EXTRACTED ENTRIES
== == ==

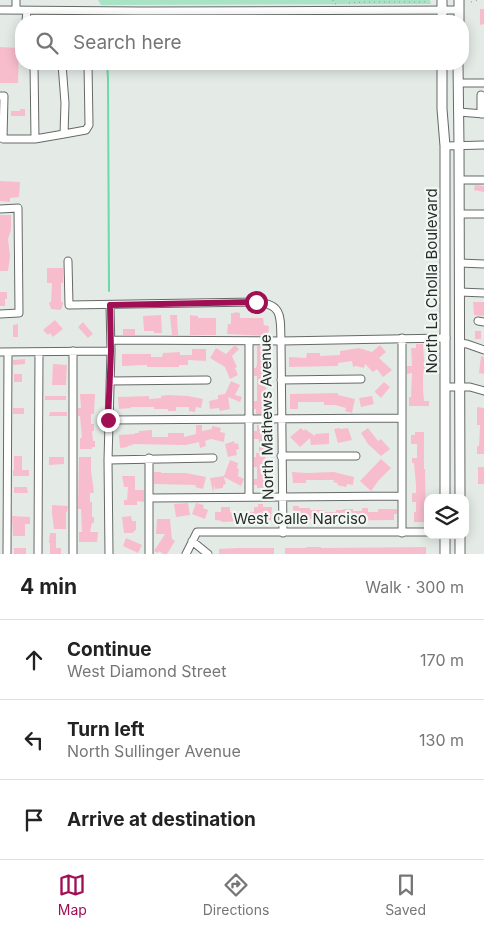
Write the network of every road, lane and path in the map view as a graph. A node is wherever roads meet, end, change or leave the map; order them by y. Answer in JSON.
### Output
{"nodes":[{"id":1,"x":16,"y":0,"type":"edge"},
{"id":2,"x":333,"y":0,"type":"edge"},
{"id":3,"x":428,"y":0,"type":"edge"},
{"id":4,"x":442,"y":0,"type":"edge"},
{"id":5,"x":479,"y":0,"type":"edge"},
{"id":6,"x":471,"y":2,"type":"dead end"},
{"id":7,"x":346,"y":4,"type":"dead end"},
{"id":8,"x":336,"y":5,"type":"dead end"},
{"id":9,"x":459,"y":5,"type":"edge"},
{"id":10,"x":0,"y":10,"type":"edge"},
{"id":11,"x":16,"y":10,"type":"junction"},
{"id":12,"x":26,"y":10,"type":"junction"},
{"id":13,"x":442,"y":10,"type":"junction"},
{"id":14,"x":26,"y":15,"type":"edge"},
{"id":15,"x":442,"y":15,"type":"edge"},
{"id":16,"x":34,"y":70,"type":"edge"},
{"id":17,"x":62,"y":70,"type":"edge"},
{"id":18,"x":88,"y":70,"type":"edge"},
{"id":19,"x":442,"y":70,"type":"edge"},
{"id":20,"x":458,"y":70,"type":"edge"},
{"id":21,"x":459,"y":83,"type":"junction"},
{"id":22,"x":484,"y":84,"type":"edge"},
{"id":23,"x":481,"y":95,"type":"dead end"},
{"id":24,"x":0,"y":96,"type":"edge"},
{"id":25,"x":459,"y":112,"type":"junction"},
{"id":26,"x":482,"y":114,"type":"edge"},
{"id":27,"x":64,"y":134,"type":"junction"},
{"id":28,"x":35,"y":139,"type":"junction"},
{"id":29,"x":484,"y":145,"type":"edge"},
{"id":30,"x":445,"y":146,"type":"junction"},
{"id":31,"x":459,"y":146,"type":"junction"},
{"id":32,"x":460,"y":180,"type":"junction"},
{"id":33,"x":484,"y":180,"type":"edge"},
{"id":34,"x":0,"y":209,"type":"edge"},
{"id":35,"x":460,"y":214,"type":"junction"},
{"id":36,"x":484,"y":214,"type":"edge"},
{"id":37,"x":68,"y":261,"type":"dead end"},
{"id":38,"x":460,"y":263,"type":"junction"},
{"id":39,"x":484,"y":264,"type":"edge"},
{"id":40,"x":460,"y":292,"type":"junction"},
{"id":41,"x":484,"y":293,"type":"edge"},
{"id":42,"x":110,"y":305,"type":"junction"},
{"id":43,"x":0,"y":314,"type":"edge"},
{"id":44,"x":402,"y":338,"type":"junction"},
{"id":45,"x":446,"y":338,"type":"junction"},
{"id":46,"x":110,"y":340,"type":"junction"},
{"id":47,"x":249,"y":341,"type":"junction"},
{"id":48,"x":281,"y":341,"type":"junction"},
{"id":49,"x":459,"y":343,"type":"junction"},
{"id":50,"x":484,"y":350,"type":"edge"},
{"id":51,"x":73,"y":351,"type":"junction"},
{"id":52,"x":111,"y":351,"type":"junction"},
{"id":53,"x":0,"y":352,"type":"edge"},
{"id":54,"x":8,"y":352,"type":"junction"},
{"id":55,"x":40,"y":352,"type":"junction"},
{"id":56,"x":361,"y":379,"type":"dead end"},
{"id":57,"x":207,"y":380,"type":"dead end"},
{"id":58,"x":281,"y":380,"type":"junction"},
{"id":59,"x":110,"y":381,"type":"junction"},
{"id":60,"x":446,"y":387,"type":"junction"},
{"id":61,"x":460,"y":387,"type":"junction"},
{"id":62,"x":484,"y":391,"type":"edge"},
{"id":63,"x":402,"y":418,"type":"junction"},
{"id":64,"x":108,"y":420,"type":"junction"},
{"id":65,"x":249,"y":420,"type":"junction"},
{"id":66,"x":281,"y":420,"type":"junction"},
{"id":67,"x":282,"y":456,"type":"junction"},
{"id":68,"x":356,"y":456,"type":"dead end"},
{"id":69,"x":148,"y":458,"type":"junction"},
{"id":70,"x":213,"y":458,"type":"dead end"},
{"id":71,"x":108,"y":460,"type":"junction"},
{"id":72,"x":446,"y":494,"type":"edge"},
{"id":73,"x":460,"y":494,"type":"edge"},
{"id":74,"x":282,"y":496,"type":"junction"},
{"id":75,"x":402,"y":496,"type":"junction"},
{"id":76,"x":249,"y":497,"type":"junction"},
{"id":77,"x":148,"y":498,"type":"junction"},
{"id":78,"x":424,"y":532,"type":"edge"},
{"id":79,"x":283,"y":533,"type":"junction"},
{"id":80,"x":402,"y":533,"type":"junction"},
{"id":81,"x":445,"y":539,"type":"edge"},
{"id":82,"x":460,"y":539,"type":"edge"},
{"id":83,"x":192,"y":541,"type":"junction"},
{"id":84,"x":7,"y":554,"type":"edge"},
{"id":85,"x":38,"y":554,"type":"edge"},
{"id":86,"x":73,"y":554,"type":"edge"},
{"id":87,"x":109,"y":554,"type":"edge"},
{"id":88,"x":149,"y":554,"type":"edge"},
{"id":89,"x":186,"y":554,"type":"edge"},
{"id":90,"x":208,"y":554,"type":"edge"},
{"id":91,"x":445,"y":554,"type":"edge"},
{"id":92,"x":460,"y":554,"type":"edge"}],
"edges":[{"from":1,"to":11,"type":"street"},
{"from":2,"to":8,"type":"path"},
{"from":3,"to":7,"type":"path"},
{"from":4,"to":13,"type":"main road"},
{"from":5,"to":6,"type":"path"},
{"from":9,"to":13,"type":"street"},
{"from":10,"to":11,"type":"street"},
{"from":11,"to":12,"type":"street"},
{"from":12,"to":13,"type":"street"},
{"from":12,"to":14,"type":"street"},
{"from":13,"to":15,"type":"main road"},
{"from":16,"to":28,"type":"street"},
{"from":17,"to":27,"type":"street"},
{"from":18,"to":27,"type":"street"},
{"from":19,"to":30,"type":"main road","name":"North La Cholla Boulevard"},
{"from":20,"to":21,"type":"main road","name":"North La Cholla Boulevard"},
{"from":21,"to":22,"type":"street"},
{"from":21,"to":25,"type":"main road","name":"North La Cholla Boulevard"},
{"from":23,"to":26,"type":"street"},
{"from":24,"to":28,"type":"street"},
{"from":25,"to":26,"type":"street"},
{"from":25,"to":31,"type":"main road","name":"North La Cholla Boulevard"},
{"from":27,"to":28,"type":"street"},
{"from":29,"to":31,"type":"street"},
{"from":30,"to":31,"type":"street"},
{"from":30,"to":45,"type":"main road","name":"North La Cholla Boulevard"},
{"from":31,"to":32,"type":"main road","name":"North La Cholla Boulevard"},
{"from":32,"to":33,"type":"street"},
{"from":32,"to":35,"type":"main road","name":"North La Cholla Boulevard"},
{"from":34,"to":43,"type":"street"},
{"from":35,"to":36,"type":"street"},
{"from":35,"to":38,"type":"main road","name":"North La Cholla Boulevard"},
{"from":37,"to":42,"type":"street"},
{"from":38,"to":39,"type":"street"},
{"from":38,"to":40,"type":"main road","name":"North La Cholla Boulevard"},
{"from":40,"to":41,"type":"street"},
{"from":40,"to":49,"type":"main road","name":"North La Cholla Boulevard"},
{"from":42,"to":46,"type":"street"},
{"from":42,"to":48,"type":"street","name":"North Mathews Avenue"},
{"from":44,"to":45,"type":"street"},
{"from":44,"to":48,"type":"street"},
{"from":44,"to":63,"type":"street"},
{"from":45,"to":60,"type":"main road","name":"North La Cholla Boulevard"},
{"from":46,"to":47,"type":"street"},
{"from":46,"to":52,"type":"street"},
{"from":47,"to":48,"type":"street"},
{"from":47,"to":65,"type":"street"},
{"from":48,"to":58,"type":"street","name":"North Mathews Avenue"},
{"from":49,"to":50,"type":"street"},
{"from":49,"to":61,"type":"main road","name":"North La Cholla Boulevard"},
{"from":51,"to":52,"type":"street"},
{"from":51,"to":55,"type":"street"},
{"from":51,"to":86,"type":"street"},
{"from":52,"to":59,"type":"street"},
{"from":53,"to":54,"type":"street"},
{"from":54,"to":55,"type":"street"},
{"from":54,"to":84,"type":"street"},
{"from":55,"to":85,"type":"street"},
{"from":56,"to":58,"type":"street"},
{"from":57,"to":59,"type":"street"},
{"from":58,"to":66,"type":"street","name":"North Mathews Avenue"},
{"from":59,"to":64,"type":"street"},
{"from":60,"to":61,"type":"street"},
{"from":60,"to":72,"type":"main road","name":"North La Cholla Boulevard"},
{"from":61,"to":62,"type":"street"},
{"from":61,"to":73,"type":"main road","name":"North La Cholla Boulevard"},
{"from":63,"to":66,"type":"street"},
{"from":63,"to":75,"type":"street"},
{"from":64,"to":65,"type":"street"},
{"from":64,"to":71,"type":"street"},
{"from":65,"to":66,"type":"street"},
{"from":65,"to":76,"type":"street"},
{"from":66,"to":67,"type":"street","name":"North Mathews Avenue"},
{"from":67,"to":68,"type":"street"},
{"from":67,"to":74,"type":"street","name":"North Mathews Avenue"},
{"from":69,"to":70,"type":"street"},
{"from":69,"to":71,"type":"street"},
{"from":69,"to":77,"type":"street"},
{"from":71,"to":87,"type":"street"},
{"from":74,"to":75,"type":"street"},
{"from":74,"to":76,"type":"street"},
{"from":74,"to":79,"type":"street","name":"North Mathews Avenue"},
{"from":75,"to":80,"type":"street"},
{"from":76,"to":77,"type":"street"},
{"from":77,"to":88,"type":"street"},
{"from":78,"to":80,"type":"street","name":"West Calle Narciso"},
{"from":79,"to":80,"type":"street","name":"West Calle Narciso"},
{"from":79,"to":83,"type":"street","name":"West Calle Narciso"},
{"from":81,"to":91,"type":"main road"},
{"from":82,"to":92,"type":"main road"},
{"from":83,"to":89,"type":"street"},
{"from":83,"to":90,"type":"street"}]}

== == ==

Only lines with the word "West" are needed. Copy them from the preceding records.

{"from":78,"to":80,"type":"street","name":"West Calle Narciso"},
{"from":79,"to":80,"type":"street","name":"West Calle Narciso"},
{"from":79,"to":83,"type":"street","name":"West Calle Narciso"},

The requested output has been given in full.